That's a type of mutation (in Drosophila) discussed by Spetner himself (page 185).
It is clear that no textbook presents the '500-step-model' as a speciation model.
I am not saying that the textbooks are always right. And Spetner is permitted to disagree.
But Spetner does not argue against the standard view. He ignores the role of chromosomes
in speciation.
- Spetner mixes up 'reproductive isolation' and 'genetic distance'
Speciation according to the textbooks is different.
According to textbooks (4,5,6)
the most important step in speciation is reproductive isolation and this is achieved by
geographic isolation or natural selection. Not necessarily the accumulation of many small mutations.
Spetner, being a physicist, seems to think about the origin of new species as a physical
process. Something like a 'phase transition': if water is cooled down nothing visible happens
until freezing point, then suddenly ice forms. Spetner thinks species originate likewise:
if a species accumulates 499 mutations nothing happens and at 500 suddenly a new species
is born. This is not how biologists think about speciation.
"To be sure, the differences between species are due to mutation and selection, but demonstrating
that does not explain how species split" (6).

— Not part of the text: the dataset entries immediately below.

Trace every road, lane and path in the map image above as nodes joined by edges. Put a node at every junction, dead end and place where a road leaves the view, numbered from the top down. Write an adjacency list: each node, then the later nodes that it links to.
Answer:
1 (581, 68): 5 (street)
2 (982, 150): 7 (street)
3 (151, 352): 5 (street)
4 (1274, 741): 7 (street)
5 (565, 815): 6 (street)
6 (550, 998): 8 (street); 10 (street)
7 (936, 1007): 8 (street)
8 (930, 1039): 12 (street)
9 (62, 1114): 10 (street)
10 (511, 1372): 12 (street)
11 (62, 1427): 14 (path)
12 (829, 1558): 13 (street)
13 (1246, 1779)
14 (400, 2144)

In fact reproductive isolation between populations, the crucial event in speciation, could be
caused by only two genes (7).
Recently scientists found evidence for a 'speciation gene' in Drosophila which probably
contributes to reproductive isolation(8).
Spetner assumes that any mutation would be suitable for speciation.

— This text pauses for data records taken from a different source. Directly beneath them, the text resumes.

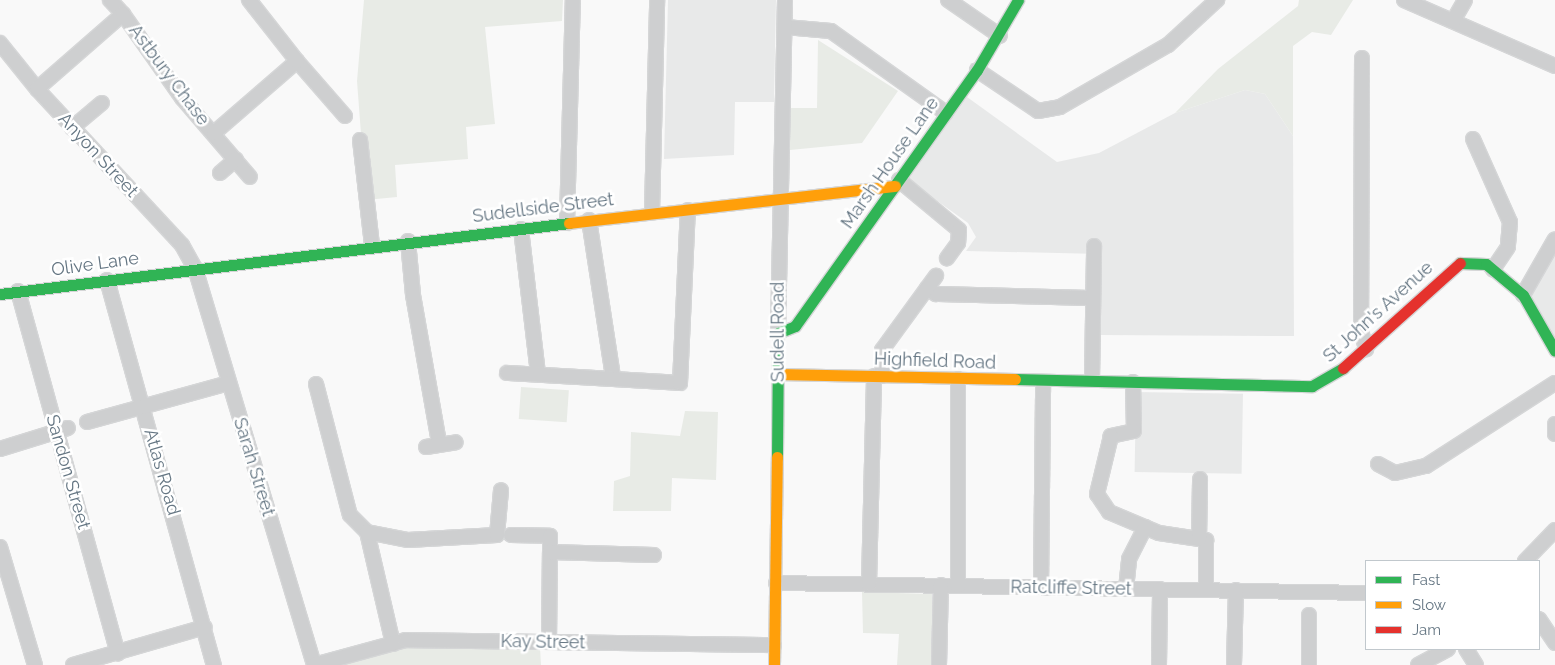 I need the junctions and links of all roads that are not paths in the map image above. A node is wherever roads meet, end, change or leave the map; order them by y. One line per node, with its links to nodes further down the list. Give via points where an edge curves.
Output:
1 (110, 0): 11 (street)
2 (573, 0): 36 (street)
3 (657, 0): 34 (street)
4 (785, 0): 13 (street, Sudell Road)
5 (948, 0): 14 (street)
6 (1018, 0): 14 (street, Marsh House Lane)
7 (1217, 0): 19 (street, via 1168,45 1060,108 1038,111)
8 (1404, 0): 12 (street)
9 (1465, 0): 12 (street)
10 (255, 2): 17 (street)
11 (123, 14): 20 (street, Astbury Chase); 25 (street, Astbury Chase, via 182,98)
12 (1453, 21): 18 (street)
13 (785, 27): 22 (street, via 831,31); 32 (street, Sudell Road)
14 (1000, 36): 19 (street, Marsh House Lane)
15 (0, 43): 20 (street, Anyon Street)
16 (1362, 58): 53 (street, via 1361,331)
17 (297, 61): 23 (street); 25 (street)
18 (1555, 66)
19 (977, 70): 22 (street, Marsh House Lane)
20 (37, 89): 24 (street, Anyon Street)
21 (102, 103): 24 (street)
22 (946, 113): 31 (street, Marsh House Lane)
23 (345, 116)
24 (72, 128): 43 (street, Anyon Street, via 182,246)
25 (214, 133): 28 (street, Astbury Chase)
26 (1473, 139): 44 (street, via 1510,222 1508,246)
27 (360, 140): 40 (street)
28 (236, 159): 29 (street); 30 (street, Astbury Chase)
29 (220, 173)
30 (250, 177)
31 (897, 183): 32 (street, Sudellside Street); 42 (street, via 959,230 958,243); 52 (street, Marsh House Lane, via 795,326)
32 (780, 199): 33 (street, Sudellside Street); 52 (street, Sudell Road)
33 (688, 210): 34 (street, Sudellside Street); 59 (street, via 680,383)
34 (652, 212): 35 (street, Sudellside Street)
35 (589, 220): 36 (street, Sudellside Street); 59 (street)
36 (567, 223): 37 (street, Sudellside Street)
37 (521, 228): 39 (street, Sudellside Street); 56 (street)
38 (1555, 239): 50 (street)
39 (408, 241): 40 (street, Sudellside Street); 72 (street, via 414,302)
40 (372, 245): 43 (street, Sudellside Street)
41 (1094, 246): 51 (street)
42 (947, 258)
43 (195, 268): 46 (street, Olive Lane); 63 (street, Sarah Street)
44 (1492, 269): 50 (street, St John's Avenue); 53 (street, St John's Avenue, via 1474,260 1456,265)
45 (936, 276): 47 (street)
46 (107, 280): 48 (street, Olive Lane); 67 (street, Atlas Road)
47 (927, 288): 51 (street, via 936,294); 58 (street, via 882,350)
48 (18, 291): 49 (street, Olive Lane); 70 (street, Sandon Street)
49 (0, 294)
50 (1523, 296): 54 (street, St John's Avenue)
51 (1092, 298): 61 (street)
52 (778, 333): 57 (street, Sudell Road)
53 (1366, 349): 62 (street, St John's Avenue, via 1347,366 1312,386)
54 (1555, 351)
55 (507, 372): 56 (street)
56 (538, 374): 59 (street)
57 (778, 374): 58 (street, Highfield Road); 88 (street, Sudell Road)
58 (878, 376): 60 (street, Highfield Road); 89 (street)
59 (613, 377)
60 (958, 379): 64 (street, Highfield Road); 91 (street)
61 (1092, 380): 62 (street, St John's Avenue); 64 (street, Highfield Road)
62 (1133, 382): 79 (street, via 1134,431 1110,436 1096,494 1109,512)
63 (229, 383): 67 (street); 111 (street, Sarah Street)
64 (1043, 383): 92 (street)
65 (316, 384): 81 (street, via 350,515)
66 (1555, 384): 76 (street, via 1426,466 1395,473)
67 (142, 404): 68 (street); 100 (street, Atlas Road)
68 (87, 422)
69 (1555, 424): 71 (street)
70 (62, 430): 75 (street); 107 (street, Sandon Street)
71 (1555, 434)
72 (439, 442): 73 (street); 74 (street)
73 (456, 442)
74 (426, 447)
75 (0, 449)
76 (1378, 464)
77 (1200, 479): 83 (street)
78 (501, 490): 81 (street, via 497,535 408,540)
79 (1145, 527): 83 (street); 93 (street, via 1129,559)
80 (1555, 530): 87 (street)
81 (367, 532): 103 (street)
82 (511, 535): 85 (street, via 550,536)
83 (1199, 539): 95 (street, via 1206,540)
84 (0, 546): 108 (street)
85 (550, 552): 86 (street); 101 (street)
86 (654, 555)
87 (1526, 560)
88 (776, 583): 89 (street, Ratcliffe Street); 104 (street, Sudell Road)
89 (869, 584): 90 (street, Ratcliffe Street)
90 (941, 585): 91 (street, Ratcliffe Street); 113 (street)
91 (958, 586): 92 (street, Ratcliffe Street)
92 (1041, 587): 93 (street, Ratcliffe Street)
93 (1126, 589): 94 (street, Ratcliffe Street)
94 (1160, 589): 95 (street, Ratcliffe Street); 114 (street)
95 (1206, 590): 96 (street, Ratcliffe Street)
96 (1236, 590): 97 (street, Ratcliffe Street); 115 (street)
97 (1365, 593)
98 (1309, 615): 116 (street)
99 (1540, 620): 102 (street)
100 (205, 627): 107 (street); 110 (street, Atlas Road)
101 (548, 642): 103 (street, Kay Street, via 406,640); 104 (street, Kay Street)
102 (1555, 643)
103 (393, 644): 111 (street, Kay Street)
104 (774, 645): 112 (street, Sudell Road)
105 (1446, 650): 117 (street)
106 (1467, 650): 118 (street)
107 (118, 653): 109 (street)
108 (35, 665)
109 (73, 665)
110 (214, 665)
111 (314, 665)
112 (774, 665)
113 (939, 665)
114 (1159, 665)
115 (1234, 665)
116 (1309, 665)
117 (1418, 665)
118 (1476, 665)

This is not so: the mutations that contribute to reproductive isolation are the
crucial type of mutations. And one doesn't need 500 of those! These facts were not known to
Stebbins in 1966.
After reproductive isolation between populations has arisen, genetic
differences can and will accumulate. They built up a 'genetic distance'. The populations diverge.

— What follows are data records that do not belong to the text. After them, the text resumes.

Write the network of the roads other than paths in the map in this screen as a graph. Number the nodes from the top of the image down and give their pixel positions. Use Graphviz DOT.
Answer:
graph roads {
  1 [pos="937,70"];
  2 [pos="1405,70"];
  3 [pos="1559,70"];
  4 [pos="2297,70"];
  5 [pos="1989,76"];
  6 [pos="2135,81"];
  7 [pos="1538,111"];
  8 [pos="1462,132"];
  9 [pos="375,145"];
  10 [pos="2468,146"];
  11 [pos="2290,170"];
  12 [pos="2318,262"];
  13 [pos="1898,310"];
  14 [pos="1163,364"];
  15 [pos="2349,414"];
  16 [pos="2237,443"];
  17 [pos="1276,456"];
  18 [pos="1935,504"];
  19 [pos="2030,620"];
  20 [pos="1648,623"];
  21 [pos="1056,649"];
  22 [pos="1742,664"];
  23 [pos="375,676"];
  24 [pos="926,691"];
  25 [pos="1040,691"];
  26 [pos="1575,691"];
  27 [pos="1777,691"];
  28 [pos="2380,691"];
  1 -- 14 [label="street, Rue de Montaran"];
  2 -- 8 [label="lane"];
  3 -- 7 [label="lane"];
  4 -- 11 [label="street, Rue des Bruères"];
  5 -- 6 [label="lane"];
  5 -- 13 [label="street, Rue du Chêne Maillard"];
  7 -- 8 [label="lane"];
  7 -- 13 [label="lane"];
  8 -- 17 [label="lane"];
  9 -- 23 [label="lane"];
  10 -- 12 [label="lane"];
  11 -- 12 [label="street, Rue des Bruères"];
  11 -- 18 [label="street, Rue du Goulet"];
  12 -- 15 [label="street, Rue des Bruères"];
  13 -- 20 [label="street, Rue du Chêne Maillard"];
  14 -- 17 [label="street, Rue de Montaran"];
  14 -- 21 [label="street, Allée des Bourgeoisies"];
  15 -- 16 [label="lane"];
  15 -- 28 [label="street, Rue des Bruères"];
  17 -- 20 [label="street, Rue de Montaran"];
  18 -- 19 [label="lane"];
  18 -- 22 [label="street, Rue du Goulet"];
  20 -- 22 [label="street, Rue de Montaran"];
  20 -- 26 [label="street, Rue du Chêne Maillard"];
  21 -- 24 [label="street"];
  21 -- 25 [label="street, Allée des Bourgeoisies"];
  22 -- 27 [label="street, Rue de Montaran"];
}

In the end thousands of those genetic differences could accumulate.
So Spetner needs to distinguish between the number of mutations that two species differ currently
(genetic distance) and the number of mutations required for initial reproductive isolation.
- Reproductive isolation can be fast
There is now (Oct 2000) new evidence showing that reproductive isolation only takes a dozen generations
(15).
Recently (Oct 2003) there is evidence for singel-gene speciation in a Japanese snail (17).
- We need new experimental data to resolve Spetner's problem.
Spetner's only source of the 500 steps is an estimate
of the botanist Stebbins(1966) (3).
To solve Spetner's problem we need (a) more data about the origin of reproductive isolation and
(b) comparisons of complete genomes of closely related living species.
Up till now data about species differences were based on less than 100 genes
or based upon extrapolations. However whole genomes contain 1000 - 100.000 genes.
Only the last few years techniques became available to 'read' whole genomes fast enough.
We need to know how much two closely related living species differ genetically,
in order to calculate how much time is needed or how many steps are needed to built up the
difference. That would be exciting information. That would be a real test.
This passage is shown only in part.